[Stored data]

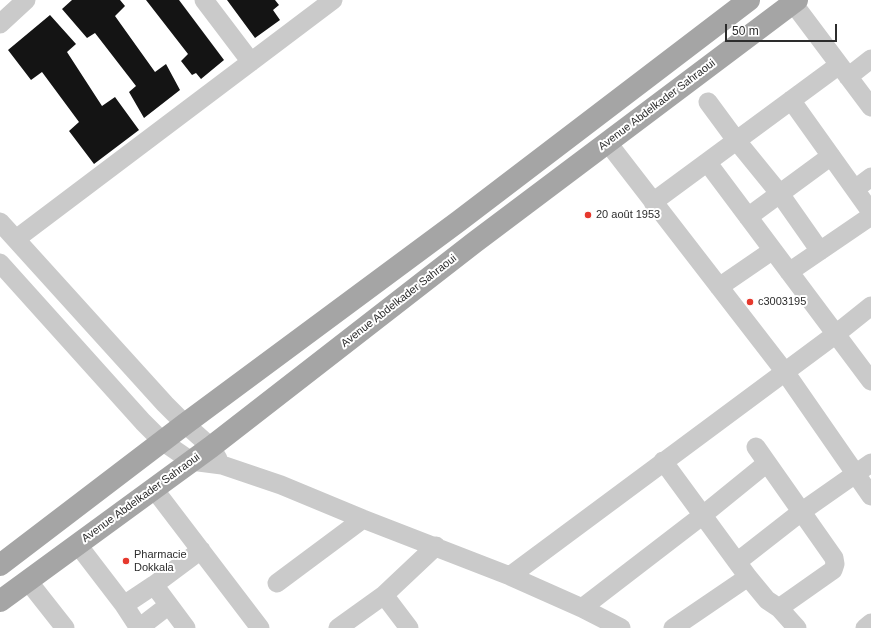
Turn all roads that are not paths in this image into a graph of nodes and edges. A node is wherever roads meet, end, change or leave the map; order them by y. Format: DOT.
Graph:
graph roads {
  1 [pos="26,0"];
  2 [pos="204,0"];
  3 [pos="333,0"];
  4 [pos="749,0"];
  5 [pos="795,1"];
  6 [pos="0,24"];
  7 [pos="871,59"];
  8 [pos="251,62"];
  9 [pos="844,71"];
  10 [pos="791,100"];
  11 [pos="708,102"];
  12 [pos="871,107"];
  13 [pos="736,140"];
  14 [pos="608,142"];
  15 [pos="832,156"];
  16 [pos="707,162"];
  17 [pos="871,177"];
  18 [pos="854,188"];
  19 [pos="780,194"];
  20 [pos="653,202"];
  21 [pos="871,212"];
  22 [pos="871,216"];
  23 [pos="748,217"];
  24 [pos="0,222"];
  25 [pos="16,239"];
  26 [pos="773,250"];
  27 [pos="820,251"];
  28 [pos="0,263"];
  29 [pos="790,272"];
  30 [pos="719,287"];
  31 [pos="871,306"];
  32 [pos="836,334"];
  33 [pos="785,372"];
  34 [pos="871,381"];
  35 [pos="185,424"];
  36 [pos="162,441"];
  37 [pos="211,447"];
  38 [pos="756,447"];
  39 [pos="191,461"];
  40 [pos="663,461"];
  41 [pos="767,463"];
  42 [pos="871,463"];
  43 [pos="222,466"];
  44 [pos="856,474"];
  45 [pos="154,489"];
  46 [pos="871,496"];
  47 [pos="801,512"];
  48 [pos="703,515"];
  49 [pos="363,519"];
  50 [pos="78,545"];
  51 [pos="436,546"];
  52 [pos="201,550"];
  53 [pos="0,565"];
  54 [pos="742,569"];
  55 [pos="510,576"];
  56 [pos="28,580"];
  57 [pos="277,584"];
  58 [pos="154,585"];
  59 [pos="384,595"];
  60 [pos="0,601"];
  61 [pos="124,605"];
  62 [pos="169,605"];
  63 [pos="582,608"];
  64 [pos="779,608"];
  65 [pos="65,628"];
  66 [pos="139,628"];
  67 [pos="186,628"];
  68 [pos="260,628"];
  69 [pos="338,628"];
  70 [pos="409,628"];
  71 [pos="621,628"];
  72 [pos="673,628"];
  73 [pos="797,628"];
  1 -- 6 [label="street"];
  2 -- 8 [label="street"];
  3 -- 8 [label="street"];
  4 -- 35 [label="main road"];
  5 -- 9 [label="street"];
  5 -- 14 [label="main road, Avenue Abdelkader Sahraoui"];
  7 -- 9 [label="street"];
  8 -- 25 [label="street"];
  9 -- 10 [label="street"];
  9 -- 12 [label="street"];
  10 -- 13 [label="street"];
  10 -- 15 [label="street"];
  11 -- 13 [label="street"];
  13 -- 16 [label="street"];
  13 -- 19 [label="street"];
  14 -- 20 [label="street"];
  14 -- 37 [label="main road, Avenue Abdelkader Sahraoui"];
  15 -- 18 [label="street"];
  15 -- 19 [label="street"];
  16 -- 20 [label="street"];
  16 -- 23 [label="street"];
  17 -- 18 [label="street"];
  18 -- 21 [label="street"];
  19 -- 23 [label="street"];
  19 -- 27 [label="street"];
  20 -- 30 [label="street"];
  22 -- 27 [label="street"];
  23 -- 26 [label="street"];
  24 -- 25 [label="street"];
  25 -- 35 [label="street"];
  26 -- 29 [label="street"];
  26 -- 30 [label="street"];
  27 -- 29 [label="street"];
  28 -- 36 [label="street"];
  29 -- 32 [label="street"];
  30 -- 33 [label="street"];
  31 -- 32 [label="street"];
  32 -- 33 [label="street"];
  32 -- 34 [label="street"];
  33 -- 40 [label="street"];
  33 -- 44 [label="street"];
  35 -- 36 [label="main road"];
  35 -- 37 [label="street"];
  36 -- 39 [label="street"];
  36 -- 53 [label="main road"];
  37 -- 39 [label="main road, Avenue Abdelkader Sahraoui"];
  37 -- 43 [label="street"];
  38 -- 41 [label="street"];
  39 -- 43 [label="street"];
  39 -- 45 [label="main road, Avenue Abdelkader Sahraoui"];
  40 -- 48 [label="street"];
  40 -- 55 [label="street"];
  41 -- 47 [label="street"];
  41 -- 48 [label="street"];
  42 -- 44 [label="street"];
  43 -- 49 [label="street"];
  44 -- 46 [label="street"];
  44 -- 47 [label="street"];
  45 -- 50 [label="main road, Avenue Abdelkader Sahraoui"];
  45 -- 52 [label="street"];
  47 -- 54 [label="street"];
  47 -- 64 [label="street"];
  48 -- 54 [label="street"];
  48 -- 63 [label="street"];
  49 -- 51 [label="street"];
  49 -- 57 [label="street"];
  50 -- 56 [label="main road, Avenue Abdelkader Sahraoui"];
  50 -- 61 [label="street"];
  51 -- 55 [label="street"];
  51 -- 59 [label="street"];
  52 -- 58 [label="street"];
  52 -- 68 [label="street"];
  54 -- 64 [label="street"];
  54 -- 72 [label="street"];
  55 -- 63 [label="street"];
  56 -- 60 [label="main road, Avenue Abdelkader Sahraoui"];
  56 -- 65 [label="street"];
  58 -- 61 [label="street"];
  58 -- 62 [label="street"];
  59 -- 69 [label="street"];
  59 -- 70 [label="street"];
  61 -- 66 [label="street"];
  62 -- 66 [label="street"];
  62 -- 67 [label="street"];
  63 -- 71 [label="street"];
  64 -- 73 [label="street"];
}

## Problem statement
Each entry above must be repeated word for word, minus its images.

## Exercise answer
Turn all roads that are not paths in this image into a graph of nodes and edges. A node is wherever roads meet, end, change or leave the map; order them by y. Format: DOT.
Graph:
graph roads {
  1 [pos="26,0"];
  2 [pos="204,0"];
  3 [pos="333,0"];
  4 [pos="749,0"];
  5 [pos="795,1"];
  6 [pos="0,24"];
  7 [pos="871,59"];
  8 [pos="251,62"];
  9 [pos="844,71"];
  10 [pos="791,100"];
  11 [pos="708,102"];
  12 [pos="871,107"];
  13 [pos="736,140"];
  14 [pos="608,142"];
  15 [pos="832,156"];
  16 [pos="707,162"];
  17 [pos="871,177"];
  18 [pos="854,188"];
  19 [pos="780,194"];
  20 [pos="653,202"];
  21 [pos="871,212"];
  22 [pos="871,216"];
  23 [pos="748,217"];
  24 [pos="0,222"];
  25 [pos="16,239"];
  26 [pos="773,250"];
  27 [pos="820,251"];
  28 [pos="0,263"];
  29 [pos="790,272"];
  30 [pos="719,287"];
  31 [pos="871,306"];
  32 [pos="836,334"];
  33 [pos="785,372"];
  34 [pos="871,381"];
  35 [pos="185,424"];
  36 [pos="162,441"];
  37 [pos="211,447"];
  38 [pos="756,447"];
  39 [pos="191,461"];
  40 [pos="663,461"];
  41 [pos="767,463"];
  42 [pos="871,463"];
  43 [pos="222,466"];
  44 [pos="856,474"];
  45 [pos="154,489"];
  46 [pos="871,496"];
  47 [pos="801,512"];
  48 [pos="703,515"];
  49 [pos="363,519"];
  50 [pos="78,545"];
  51 [pos="436,546"];
  52 [pos="201,550"];
  53 [pos="0,565"];
  54 [pos="742,569"];
  55 [pos="510,576"];
  56 [pos="28,580"];
  57 [pos="277,584"];
  58 [pos="154,585"];
  59 [pos="384,595"];
  60 [pos="0,601"];
  61 [pos="124,605"];
  62 [pos="169,605"];
  63 [pos="582,608"];
  64 [pos="779,608"];
  65 [pos="65,628"];
  66 [pos="139,628"];
  67 [pos="186,628"];
  68 [pos="260,628"];
  69 [pos="338,628"];
  70 [pos="409,628"];
  71 [pos="621,628"];
  72 [pos="673,628"];
  73 [pos="797,628"];
  1 -- 6 [label="street"];
  2 -- 8 [label="street"];
  3 -- 8 [label="street"];
  4 -- 35 [label="main road"];
  5 -- 9 [label="street"];
  5 -- 14 [label="main road, Avenue Abdelkader Sahraoui"];
  7 -- 9 [label="street"];
  8 -- 25 [label="street"];
  9 -- 10 [label="street"];
  9 -- 12 [label="street"];
  10 -- 13 [label="street"];
  10 -- 15 [label="street"];
  11 -- 13 [label="street"];
  13 -- 16 [label="street"];
  13 -- 19 [label="street"];
  14 -- 20 [label="street"];
  14 -- 37 [label="main road, Avenue Abdelkader Sahraoui"];
  15 -- 18 [label="street"];
  15 -- 19 [label="street"];
  16 -- 20 [label="street"];
  16 -- 23 [label="street"];
  17 -- 18 [label="street"];
  18 -- 21 [label="street"];
  19 -- 23 [label="street"];
  19 -- 27 [label="street"];
  20 -- 30 [label="street"];
  22 -- 27 [label="street"];
  23 -- 26 [label="street"];
  24 -- 25 [label="street"];
  25 -- 35 [label="street"];
  26 -- 29 [label="street"];
  26 -- 30 [label="street"];
  27 -- 29 [label="street"];
  28 -- 36 [label="street"];
  29 -- 32 [label="street"];
  30 -- 33 [label="street"];
  31 -- 32 [label="street"];
  32 -- 33 [label="street"];
  32 -- 34 [label="street"];
  33 -- 40 [label="street"];
  33 -- 44 [label="street"];
  35 -- 36 [label="main road"];
  35 -- 37 [label="street"];
  36 -- 39 [label="street"];
  36 -- 53 [label="main road"];
  37 -- 39 [label="main road, Avenue Abdelkader Sahraoui"];
  37 -- 43 [label="street"];
  38 -- 41 [label="street"];
  39 -- 43 [label="street"];
  39 -- 45 [label="main road, Avenue Abdelkader Sahraoui"];
  40 -- 48 [label="street"];
  40 -- 55 [label="street"];
  41 -- 47 [label="street"];
  41 -- 48 [label="street"];
  42 -- 44 [label="street"];
  43 -- 49 [label="street"];
  44 -- 46 [label="street"];
  44 -- 47 [label="street"];
  45 -- 50 [label="main road, Avenue Abdelkader Sahraoui"];
  45 -- 52 [label="street"];
  47 -- 54 [label="street"];
  47 -- 64 [label="street"];
  48 -- 54 [label="street"];
  48 -- 63 [label="street"];
  49 -- 51 [label="street"];
  49 -- 57 [label="street"];
  50 -- 56 [label="main road, Avenue Abdelkader Sahraoui"];
  50 -- 61 [label="street"];
  51 -- 55 [label="street"];
  51 -- 59 [label="street"];
  52 -- 58 [label="street"];
  52 -- 68 [label="street"];
  54 -- 64 [label="street"];
  54 -- 72 [label="street"];
  55 -- 63 [label="street"];
  56 -- 60 [label="main road, Avenue Abdelkader Sahraoui"];
  56 -- 65 [label="street"];
  58 -- 61 [label="street"];
  58 -- 62 [label="street"];
  59 -- 69 [label="street"];
  59 -- 70 [label="street"];
  61 -- 66 [label="street"];
  62 -- 66 [label="street"];
  62 -- 67 [label="street"];
  63 -- 71 [label="street"];
  64 -- 73 [label="street"];
}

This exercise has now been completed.